» Listed entries

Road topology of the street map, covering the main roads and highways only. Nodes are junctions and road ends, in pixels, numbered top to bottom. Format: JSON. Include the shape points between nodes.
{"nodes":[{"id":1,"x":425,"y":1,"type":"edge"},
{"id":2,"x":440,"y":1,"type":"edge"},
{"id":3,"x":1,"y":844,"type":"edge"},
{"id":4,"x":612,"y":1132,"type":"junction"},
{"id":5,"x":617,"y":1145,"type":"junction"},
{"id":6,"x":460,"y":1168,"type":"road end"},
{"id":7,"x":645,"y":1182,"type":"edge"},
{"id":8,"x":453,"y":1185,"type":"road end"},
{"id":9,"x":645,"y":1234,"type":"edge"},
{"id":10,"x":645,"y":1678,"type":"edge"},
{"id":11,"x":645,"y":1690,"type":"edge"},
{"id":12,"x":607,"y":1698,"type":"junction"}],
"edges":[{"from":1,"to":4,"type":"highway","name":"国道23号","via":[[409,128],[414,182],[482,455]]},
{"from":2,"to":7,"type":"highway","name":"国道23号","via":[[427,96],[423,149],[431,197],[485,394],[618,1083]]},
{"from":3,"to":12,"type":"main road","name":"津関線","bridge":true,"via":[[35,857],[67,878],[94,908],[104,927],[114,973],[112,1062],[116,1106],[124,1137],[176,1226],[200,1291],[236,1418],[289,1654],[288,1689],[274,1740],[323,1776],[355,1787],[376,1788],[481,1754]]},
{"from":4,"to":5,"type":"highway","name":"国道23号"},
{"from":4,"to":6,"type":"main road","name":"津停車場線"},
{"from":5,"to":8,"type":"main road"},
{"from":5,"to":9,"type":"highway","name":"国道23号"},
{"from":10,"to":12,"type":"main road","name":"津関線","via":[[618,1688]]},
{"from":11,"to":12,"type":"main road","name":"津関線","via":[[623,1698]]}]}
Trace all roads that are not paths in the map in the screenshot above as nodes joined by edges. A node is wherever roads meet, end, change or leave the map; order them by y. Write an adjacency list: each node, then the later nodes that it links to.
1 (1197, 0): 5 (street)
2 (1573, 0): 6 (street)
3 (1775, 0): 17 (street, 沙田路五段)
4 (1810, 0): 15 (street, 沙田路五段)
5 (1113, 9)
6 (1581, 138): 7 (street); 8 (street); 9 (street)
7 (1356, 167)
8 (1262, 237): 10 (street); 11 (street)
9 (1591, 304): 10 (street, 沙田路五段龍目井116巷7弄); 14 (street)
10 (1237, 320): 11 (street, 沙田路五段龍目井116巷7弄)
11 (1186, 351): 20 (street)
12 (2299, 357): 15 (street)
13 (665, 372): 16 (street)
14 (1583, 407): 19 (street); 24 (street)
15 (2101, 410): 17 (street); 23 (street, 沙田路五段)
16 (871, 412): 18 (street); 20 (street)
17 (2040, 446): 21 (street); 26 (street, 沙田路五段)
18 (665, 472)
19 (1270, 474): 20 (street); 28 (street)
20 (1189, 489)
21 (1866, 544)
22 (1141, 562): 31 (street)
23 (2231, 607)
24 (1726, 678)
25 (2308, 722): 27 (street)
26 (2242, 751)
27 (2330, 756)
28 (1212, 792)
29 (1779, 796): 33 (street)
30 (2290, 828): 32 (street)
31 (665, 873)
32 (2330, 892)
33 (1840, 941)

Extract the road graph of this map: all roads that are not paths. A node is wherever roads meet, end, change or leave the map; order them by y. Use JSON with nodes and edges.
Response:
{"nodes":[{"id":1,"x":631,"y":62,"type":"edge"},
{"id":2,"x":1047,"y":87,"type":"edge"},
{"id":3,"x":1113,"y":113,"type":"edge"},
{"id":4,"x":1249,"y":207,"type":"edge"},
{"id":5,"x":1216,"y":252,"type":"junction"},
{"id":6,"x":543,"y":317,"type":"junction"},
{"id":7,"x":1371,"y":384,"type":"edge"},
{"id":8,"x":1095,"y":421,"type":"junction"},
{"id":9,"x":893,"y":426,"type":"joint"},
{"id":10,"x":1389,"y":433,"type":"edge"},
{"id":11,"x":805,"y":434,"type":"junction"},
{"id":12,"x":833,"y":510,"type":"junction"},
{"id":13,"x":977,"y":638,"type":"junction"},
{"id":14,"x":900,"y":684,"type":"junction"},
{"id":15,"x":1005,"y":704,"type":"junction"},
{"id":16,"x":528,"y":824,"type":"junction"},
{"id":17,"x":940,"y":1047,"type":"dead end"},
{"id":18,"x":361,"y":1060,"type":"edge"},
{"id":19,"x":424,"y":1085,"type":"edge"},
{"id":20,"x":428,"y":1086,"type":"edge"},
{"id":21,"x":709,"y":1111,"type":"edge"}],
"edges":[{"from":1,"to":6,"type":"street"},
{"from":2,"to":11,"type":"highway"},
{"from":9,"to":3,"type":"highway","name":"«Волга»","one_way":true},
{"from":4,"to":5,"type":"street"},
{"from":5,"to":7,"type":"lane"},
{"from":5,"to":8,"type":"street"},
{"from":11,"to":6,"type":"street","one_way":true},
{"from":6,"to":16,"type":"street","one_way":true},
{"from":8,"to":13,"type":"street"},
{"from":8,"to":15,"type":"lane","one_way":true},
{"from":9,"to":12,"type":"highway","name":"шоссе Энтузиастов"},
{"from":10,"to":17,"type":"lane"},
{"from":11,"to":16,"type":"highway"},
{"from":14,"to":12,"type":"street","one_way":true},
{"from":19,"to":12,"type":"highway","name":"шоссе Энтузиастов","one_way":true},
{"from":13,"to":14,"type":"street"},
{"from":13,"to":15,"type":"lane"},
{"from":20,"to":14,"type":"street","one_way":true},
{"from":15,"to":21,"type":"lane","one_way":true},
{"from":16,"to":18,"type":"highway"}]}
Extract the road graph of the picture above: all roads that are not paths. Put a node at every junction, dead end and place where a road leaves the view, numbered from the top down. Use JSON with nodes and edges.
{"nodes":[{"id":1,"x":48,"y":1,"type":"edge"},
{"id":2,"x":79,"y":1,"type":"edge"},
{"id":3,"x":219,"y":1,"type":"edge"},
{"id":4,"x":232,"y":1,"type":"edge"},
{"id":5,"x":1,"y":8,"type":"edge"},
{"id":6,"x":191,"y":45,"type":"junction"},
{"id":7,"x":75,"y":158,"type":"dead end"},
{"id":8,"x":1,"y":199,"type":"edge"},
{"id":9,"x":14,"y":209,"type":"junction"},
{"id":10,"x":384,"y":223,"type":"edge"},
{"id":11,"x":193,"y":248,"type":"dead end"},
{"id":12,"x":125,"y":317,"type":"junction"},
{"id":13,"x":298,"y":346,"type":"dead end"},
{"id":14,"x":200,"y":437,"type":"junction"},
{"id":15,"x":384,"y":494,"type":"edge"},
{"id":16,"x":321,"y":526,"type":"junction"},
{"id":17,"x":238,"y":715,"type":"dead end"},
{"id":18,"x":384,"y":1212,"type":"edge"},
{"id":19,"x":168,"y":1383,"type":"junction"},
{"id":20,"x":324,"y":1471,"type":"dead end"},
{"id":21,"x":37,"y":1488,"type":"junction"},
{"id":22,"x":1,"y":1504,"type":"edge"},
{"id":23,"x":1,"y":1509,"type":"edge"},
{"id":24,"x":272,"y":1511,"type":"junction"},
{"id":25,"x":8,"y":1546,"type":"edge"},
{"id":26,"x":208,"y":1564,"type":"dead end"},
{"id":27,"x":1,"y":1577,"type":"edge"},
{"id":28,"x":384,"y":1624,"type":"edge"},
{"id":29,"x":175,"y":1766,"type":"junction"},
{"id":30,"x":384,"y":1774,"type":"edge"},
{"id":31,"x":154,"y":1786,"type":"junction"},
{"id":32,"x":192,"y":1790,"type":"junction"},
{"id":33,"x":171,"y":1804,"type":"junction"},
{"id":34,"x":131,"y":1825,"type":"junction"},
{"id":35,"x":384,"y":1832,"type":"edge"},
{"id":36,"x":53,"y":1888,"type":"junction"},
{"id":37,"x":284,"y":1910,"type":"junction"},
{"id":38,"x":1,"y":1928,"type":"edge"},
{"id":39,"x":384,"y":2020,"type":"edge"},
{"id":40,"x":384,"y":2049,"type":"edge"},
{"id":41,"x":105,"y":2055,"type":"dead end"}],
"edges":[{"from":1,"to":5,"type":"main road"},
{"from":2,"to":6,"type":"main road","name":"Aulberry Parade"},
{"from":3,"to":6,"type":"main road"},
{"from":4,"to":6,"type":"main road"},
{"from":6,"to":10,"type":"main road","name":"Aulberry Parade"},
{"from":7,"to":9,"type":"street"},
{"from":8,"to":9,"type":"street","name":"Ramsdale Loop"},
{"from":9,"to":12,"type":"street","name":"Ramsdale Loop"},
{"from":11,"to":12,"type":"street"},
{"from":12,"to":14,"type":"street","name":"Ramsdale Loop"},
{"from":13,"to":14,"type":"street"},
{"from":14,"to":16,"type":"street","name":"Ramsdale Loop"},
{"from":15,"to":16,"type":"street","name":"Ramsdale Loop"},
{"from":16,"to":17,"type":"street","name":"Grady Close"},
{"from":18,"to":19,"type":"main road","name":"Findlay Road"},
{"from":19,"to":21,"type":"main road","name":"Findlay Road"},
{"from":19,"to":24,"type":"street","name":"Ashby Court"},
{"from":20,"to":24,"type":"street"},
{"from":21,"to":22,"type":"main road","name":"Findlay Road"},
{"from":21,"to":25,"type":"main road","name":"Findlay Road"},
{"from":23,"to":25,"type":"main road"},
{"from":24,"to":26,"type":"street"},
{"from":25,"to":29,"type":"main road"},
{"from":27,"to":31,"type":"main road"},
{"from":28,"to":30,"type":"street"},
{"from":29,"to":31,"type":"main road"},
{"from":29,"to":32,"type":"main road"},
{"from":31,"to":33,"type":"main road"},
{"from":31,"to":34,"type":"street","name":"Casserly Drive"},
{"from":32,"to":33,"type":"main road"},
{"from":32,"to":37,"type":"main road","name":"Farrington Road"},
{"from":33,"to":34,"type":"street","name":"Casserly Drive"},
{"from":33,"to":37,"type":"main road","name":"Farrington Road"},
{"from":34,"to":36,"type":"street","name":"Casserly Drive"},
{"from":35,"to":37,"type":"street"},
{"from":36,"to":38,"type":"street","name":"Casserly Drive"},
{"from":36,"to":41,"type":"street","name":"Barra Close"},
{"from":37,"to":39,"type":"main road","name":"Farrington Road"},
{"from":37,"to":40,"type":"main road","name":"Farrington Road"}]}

» Task item
Starting at the line with "Trace all roads" and ending at the line with "Extract the road graph of this", print each line of the listing above exactly, with no other lines.

» Expected output
Trace all roads that are not paths in the map in the screenshot above as nodes joined by edges. A node is wherever roads meet, end, change or leave the map; order them by y. Write an adjacency list: each node, then the later nodes that it links to.
1 (1197, 0): 5 (street)
2 (1573, 0): 6 (street)
3 (1775, 0): 17 (street, 沙田路五段)
4 (1810, 0): 15 (street, 沙田路五段)
5 (1113, 9)
6 (1581, 138): 7 (street); 8 (street); 9 (street)
7 (1356, 167)
8 (1262, 237): 10 (street); 11 (street)
9 (1591, 304): 10 (street, 沙田路五段龍目井116巷7弄); 14 (street)
10 (1237, 320): 11 (street, 沙田路五段龍目井116巷7弄)
11 (1186, 351): 20 (street)
12 (2299, 357): 15 (street)
13 (665, 372): 16 (street)
14 (1583, 407): 19 (street); 24 (street)
15 (2101, 410): 17 (street); 23 (street, 沙田路五段)
16 (871, 412): 18 (street); 20 (street)
17 (2040, 446): 21 (street); 26 (street, 沙田路五段)
18 (665, 472)
19 (1270, 474): 20 (street); 28 (street)
20 (1189, 489)
21 (1866, 544)
22 (1141, 562): 31 (street)
23 (2231, 607)
24 (1726, 678)
25 (2308, 722): 27 (street)
26 (2242, 751)
27 (2330, 756)
28 (1212, 792)
29 (1779, 796): 33 (street)
30 (2290, 828): 32 (street)
31 (665, 873)
32 (2330, 892)
33 (1840, 941)

Extract the road graph of this map: all roads that are not paths. A node is wherever roads meet, end, change or leave the map; order them by y. Use JSON with nodes and edges.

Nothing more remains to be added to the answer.